Let me set the scene: Dave and Sylvia are on a hill, under a pair of beautiful trees in a California vineyard. The sky is blue. The sun is warm. There are tiny bags of lavender on the benches where the guests are seated, and they lightly scent the air.
Behind the two trees, there are hills full of grape arbors. Behind that, there’s a mountain or two. Just to the left, there’s an old seesaw.
(Also, there’s Andrew, who is my partner and Dave’s brother and best man. If you’re me, you keep stealing glances at him throughout the wedding. He’s handsome in his suit, and the look on his face reminds you how lucky you are that you’re sharing your life with a man who really feels things.)
Experiencing all this, I was emotional right away. Who wouldn’t be?
Then, at the very end of the ceremony, the new thing happened.
After inviting Dave and Sylvia to take a deep breath and really be aware of the vineyard and the people who loved them, Reverend Bonnie (also Dave’s aunt) asked the entire wedding party to face the crowd. An unseen guitarist started playing. And then, Bonnie asked everyone to sing the following:
I am so blessed, I am so blessed,
I am so grateful for all that I have.
I am so blessed, I am so blessed,
I am so grateful, I am so blessed.
That was it, those four lines over and over, several times. I knew the tune because Bonnie had taught it to us at an event earlier in the week, but it didn’t matter. I couldn’t make a sound. I was transported by the fact that for a moment, just a moment, the entire vineyard was becoming something bigger than itself.
When the wedding party turned to face the crowd, they made a theatrical gesture of “seeing” us. They invited all of us into the ceremony in a newly intimate way. Suddenly, I felt the community the wedding had created. I could feel myself pulled into the circle because I wasn’t just singing at the bride and groom, but singing with them.
This strikes me as an incredibly generous gesture: I’ve never seen a wedding party do that before… move so consciously to welcome all the guests into the the couple’s new life together. By looking at us as we looked at them, Dave and Sylvia made it clear that as much as we were supporting them, they were supporting us.

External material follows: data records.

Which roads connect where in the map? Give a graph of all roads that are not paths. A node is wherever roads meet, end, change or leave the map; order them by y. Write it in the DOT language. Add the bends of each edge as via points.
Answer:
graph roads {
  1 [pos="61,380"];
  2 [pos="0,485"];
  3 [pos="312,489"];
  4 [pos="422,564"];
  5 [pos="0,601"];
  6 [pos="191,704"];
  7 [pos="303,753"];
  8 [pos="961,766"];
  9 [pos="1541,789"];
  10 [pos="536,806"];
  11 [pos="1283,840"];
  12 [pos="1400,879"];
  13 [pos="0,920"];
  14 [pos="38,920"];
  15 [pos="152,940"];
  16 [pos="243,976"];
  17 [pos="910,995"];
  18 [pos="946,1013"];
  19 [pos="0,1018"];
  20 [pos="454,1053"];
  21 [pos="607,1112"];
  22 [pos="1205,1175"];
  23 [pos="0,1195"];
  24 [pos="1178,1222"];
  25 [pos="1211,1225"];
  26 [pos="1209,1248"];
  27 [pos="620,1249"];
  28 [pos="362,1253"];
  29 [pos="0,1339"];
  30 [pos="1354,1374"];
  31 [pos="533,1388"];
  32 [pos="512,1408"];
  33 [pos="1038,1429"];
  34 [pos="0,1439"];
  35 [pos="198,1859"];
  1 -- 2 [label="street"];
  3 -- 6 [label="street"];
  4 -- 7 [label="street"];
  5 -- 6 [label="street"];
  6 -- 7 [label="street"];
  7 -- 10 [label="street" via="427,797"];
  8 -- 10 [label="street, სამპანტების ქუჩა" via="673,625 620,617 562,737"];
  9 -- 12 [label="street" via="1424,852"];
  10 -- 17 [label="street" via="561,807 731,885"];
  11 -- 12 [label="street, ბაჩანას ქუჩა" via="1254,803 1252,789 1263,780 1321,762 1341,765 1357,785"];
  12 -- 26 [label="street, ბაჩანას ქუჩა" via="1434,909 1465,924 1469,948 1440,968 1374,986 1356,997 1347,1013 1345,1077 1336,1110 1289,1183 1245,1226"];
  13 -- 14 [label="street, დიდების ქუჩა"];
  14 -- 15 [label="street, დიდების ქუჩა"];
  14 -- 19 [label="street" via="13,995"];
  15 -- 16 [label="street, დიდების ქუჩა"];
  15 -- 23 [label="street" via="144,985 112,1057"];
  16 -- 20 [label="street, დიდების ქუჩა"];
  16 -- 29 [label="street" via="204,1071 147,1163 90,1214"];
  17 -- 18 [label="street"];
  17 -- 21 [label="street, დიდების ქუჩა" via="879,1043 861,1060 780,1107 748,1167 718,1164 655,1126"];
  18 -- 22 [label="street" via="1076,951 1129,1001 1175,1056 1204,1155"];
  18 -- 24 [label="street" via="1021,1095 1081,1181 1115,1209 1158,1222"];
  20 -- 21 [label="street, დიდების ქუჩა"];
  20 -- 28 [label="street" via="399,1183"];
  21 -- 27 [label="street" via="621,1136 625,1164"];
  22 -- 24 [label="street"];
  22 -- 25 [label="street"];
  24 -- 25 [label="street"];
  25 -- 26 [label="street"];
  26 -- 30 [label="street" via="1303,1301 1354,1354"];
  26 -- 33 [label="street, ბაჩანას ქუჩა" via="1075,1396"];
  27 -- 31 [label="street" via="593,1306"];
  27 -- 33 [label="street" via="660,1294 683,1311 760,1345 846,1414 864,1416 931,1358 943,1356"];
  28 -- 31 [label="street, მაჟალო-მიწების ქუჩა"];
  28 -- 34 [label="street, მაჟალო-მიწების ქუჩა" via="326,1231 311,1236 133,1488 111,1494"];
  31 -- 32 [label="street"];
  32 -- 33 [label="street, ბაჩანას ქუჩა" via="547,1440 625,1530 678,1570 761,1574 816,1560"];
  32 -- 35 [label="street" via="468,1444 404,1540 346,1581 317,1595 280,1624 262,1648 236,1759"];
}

The song made the message even clearer. We weren’t looking at Dave and Sylvia and singing, “You are so blessed.” We were looking at this community and singing, “I am so blessed.”
How blessed indeed. For the length of that song, everyone in that vineyard became part of a living organ that was bigger than all of us.
After the song was finished, the ceremony moved back to the bride and groom. Bonnie pronounced them husband and wife, and we moved down the hill. But because of the song, I saw the couple in a way that I’d never seen a married couple before: I saw that there were pieces of me in them, and I saw, I felt, that there were pieces of them in me.
So now I know: I am blessed to be a part of the community that supports Dave and Sylvia’s marriage, and I am blessed to be one of the people who is supported by it. The Marriage is an entity that was created in that vineyard. It’s a being made of love, and I am both its parent and its child.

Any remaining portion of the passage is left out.